Hadoop MapReduce Examples
This package contains a subset of the Hadoop 0.20.2 example MapReduce programs adapted to use the new MapReduce API.
- Authors: The Hadoop team, Herodotos Herodotou
- Source Code: Download here
- Dataset: Data generators are included in the source code above
- Implementation: Java (New Hadoop API)
- Documentation:
See README file in source code for usage instructions.
The programs included are:
- compress: A map/reduce program that compressed the input.
- grep: A map/reduce program that counts the matches of a regex in the input.
- randomtextwriter: A map/reduce program that writes 10GB of random textual data per node.
- randomwriter: A map/reduce program that writes 10GB of random data per node.
- secondarysort: An example defining a secondary sort to the reduce.
- teragen: Generate data for the terasort
- terasort: Run the terasort
- teravalidate: Checking results of terasort
- wordcount: A map/reduce program that counts the words in the input files.
PigMix Benchmark
PigMix is a set of queries used test pig performance from release to release. There are queries that test latency and queries that test scalability. In addition it includes a set of map reduce java programs to run equivalent map reduce jobs directly. Original code taken from https://issues.apache.org/jira/browse/PIG-200 and modified by Herodotos Herodotou to simplify usage and use Hadoop's new API.

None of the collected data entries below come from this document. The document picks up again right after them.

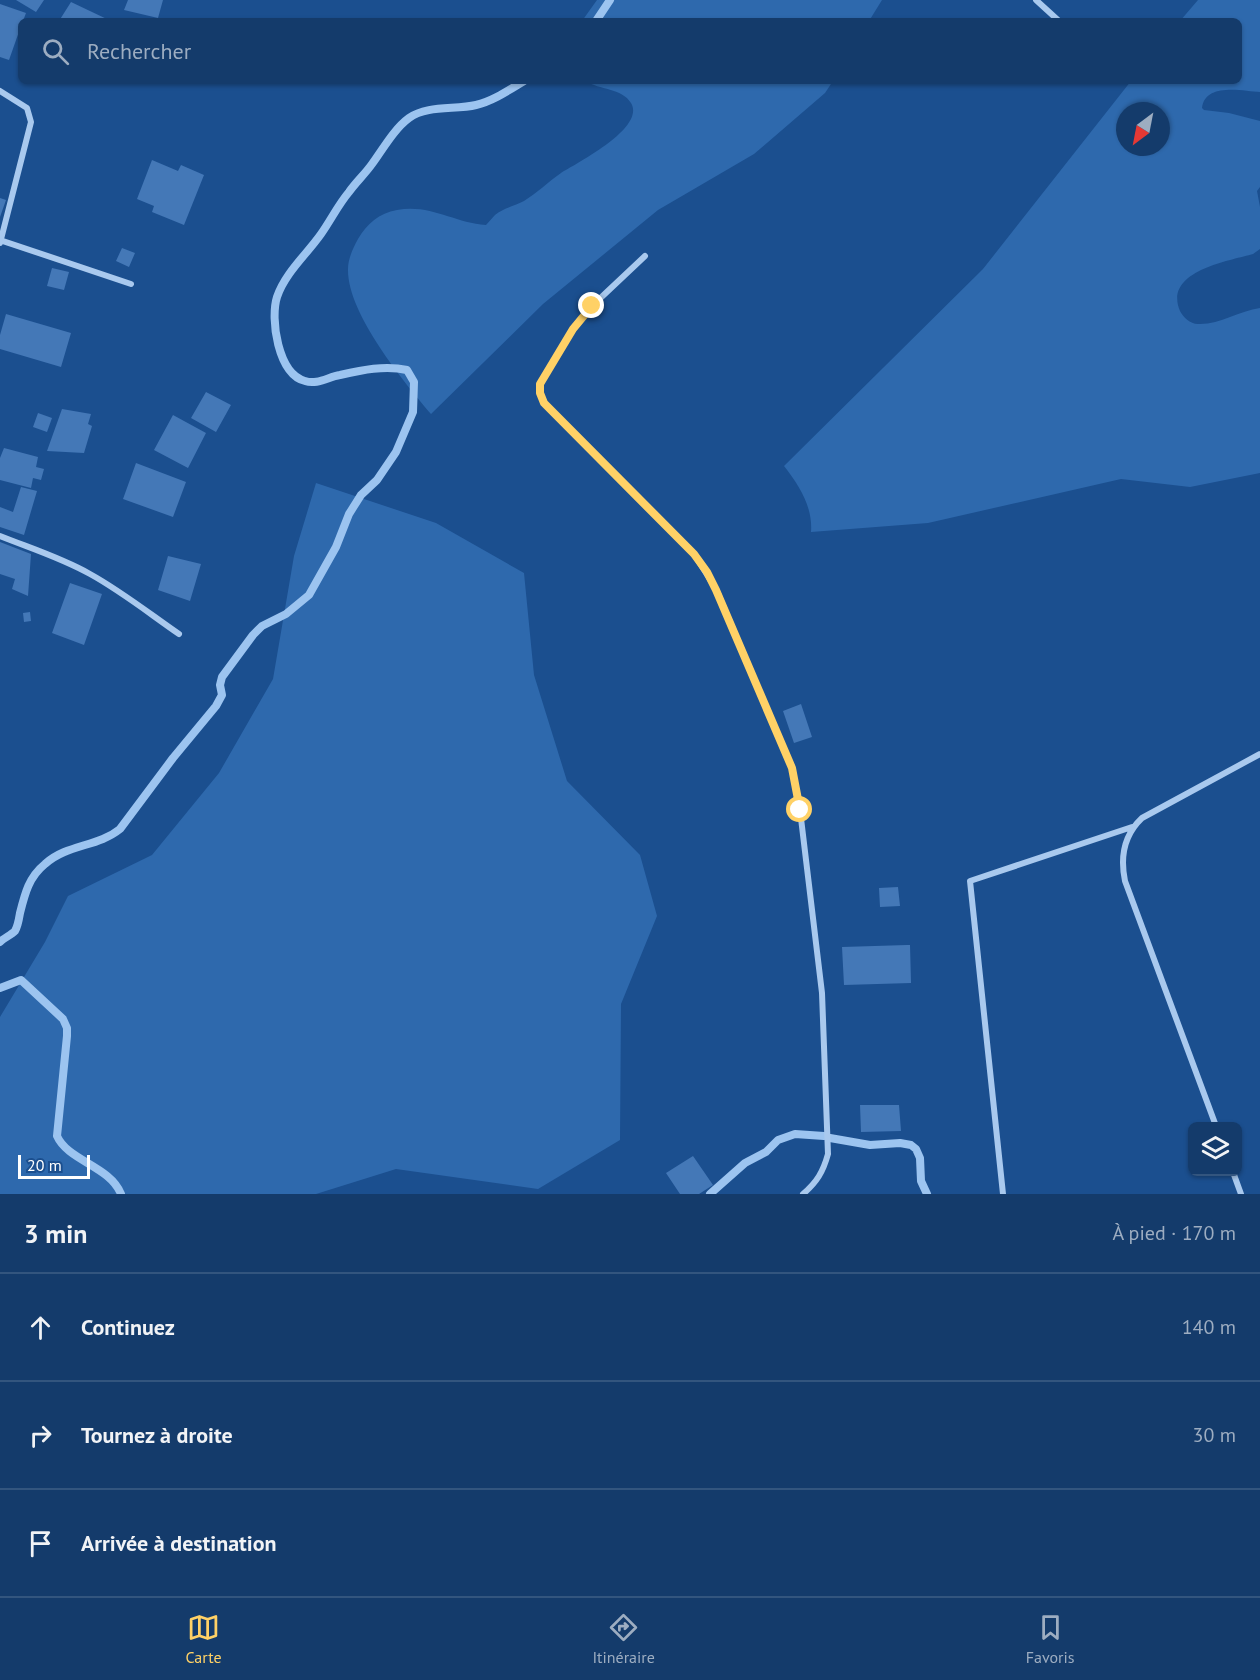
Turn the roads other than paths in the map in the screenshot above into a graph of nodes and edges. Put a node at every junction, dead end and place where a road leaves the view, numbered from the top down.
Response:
1 (1036, 0) edge
2 (1056, 18) edge
3 (0, 90) edge
4 (0, 241) edge
5 (645, 256) dead end
6 (131, 284) dead end
7 (0, 536) edge
8 (179, 634) dead end
9 (1260, 754) edge
10 (1132, 827) junction
11 (1215, 1122) edge
12 (1234, 1176) edge
13 (804, 1194) edge
14 (1003, 1194) edge
15 (1241, 1194) edge

1 - 2 street
3 - 4 street
4 - 6 street
5 - 13 street
7 - 8 street
9 - 10 street
10 - 11 street
10 - 14 street
12 - 15 street

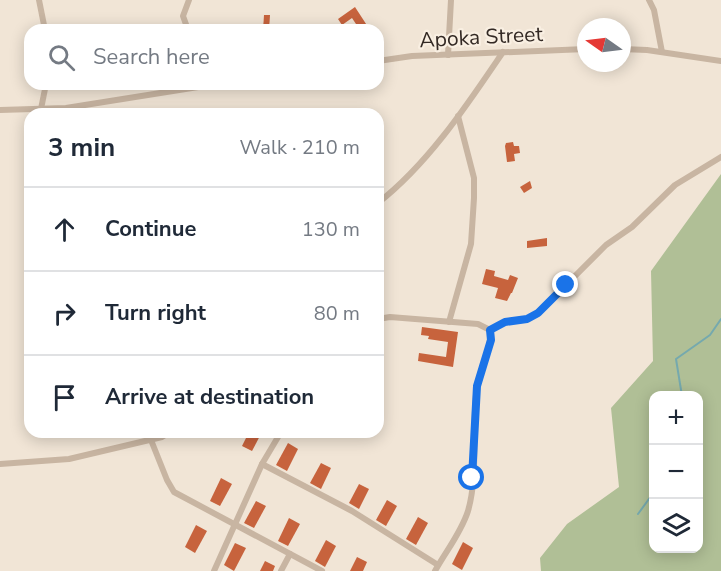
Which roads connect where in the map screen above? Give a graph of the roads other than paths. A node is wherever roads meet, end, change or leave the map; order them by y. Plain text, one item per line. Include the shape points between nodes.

- Authors: Daniel Dai, Alan Gates, Amir Youseffi, Herodotos Herodotou
- Source Code: Download here
- Dataset: The data generator is included in the source code above and can be executed using the pigmix/scripts/generate_data.sh script.
- Implementation: Pig-Latin, Java (New Hadoop API)
- Documentation: See enclosed README file for detailed instructions on how to generate the data and execute the benchmark. You will find further details at https://cwiki.apache.org/confluence/display/PIG/PigMix
Hive Performance Benchmark
This benchmark was taken from https://issues.apache.org/jira/browse/HIVE-396 and was slight modified to make it easier to use. The queries appear in the Pavle et. al. paper A Comparison of Approaches to Large-Scale Data Analysis.
- Authors: Yuntao Jia, Zheng Shao
- Source Code: Download here
- Dataset: The data generator is included in the source code above in the datagen directory
- Implementation: HiveQL, Pig-Latin, Java (New Hadoop API)
- Documentation: See enclosed README file for detailed instructions on how to generate the data and execute the benchmark
TPC-H Benchmark
TPC-H is an ad-hoc, decision support benchmark (http://www.tpc.org/tpch/). The attached source ode contains (i) scripts for generating TPC-H data in parallel and loading them on HDFS, (ii) the Pig-Latin implementation of all TPC-H queries, and (iii) the HiveQL implementation of all TPC-H queries (see https://issues.apache.org/jira/browse/HIVE-600).
- Authors: Herodotos Herodotou, Jie Li, Yuntao Jia
- Source Code: Download here
- Dataset: The data generator is included in the source code above in the datagen directory
- Implementation: Pig-Latin, HiveQL
- Documentation: See enclosed README file for detailed instructions on how to generate the data and execute the benchmark
Term Frequency-Inverse Document Frequency
The TF-IDF weight (Term Frequency-Inverse Document Frequency) is a weight often used in information retrieval and text mining. This weight is a statistical measure used to evaluate how important a word is to a document in a collection or corpus. For details, please visit: http://en.wikipedia.org/wiki/Tf%E2%80%93idf.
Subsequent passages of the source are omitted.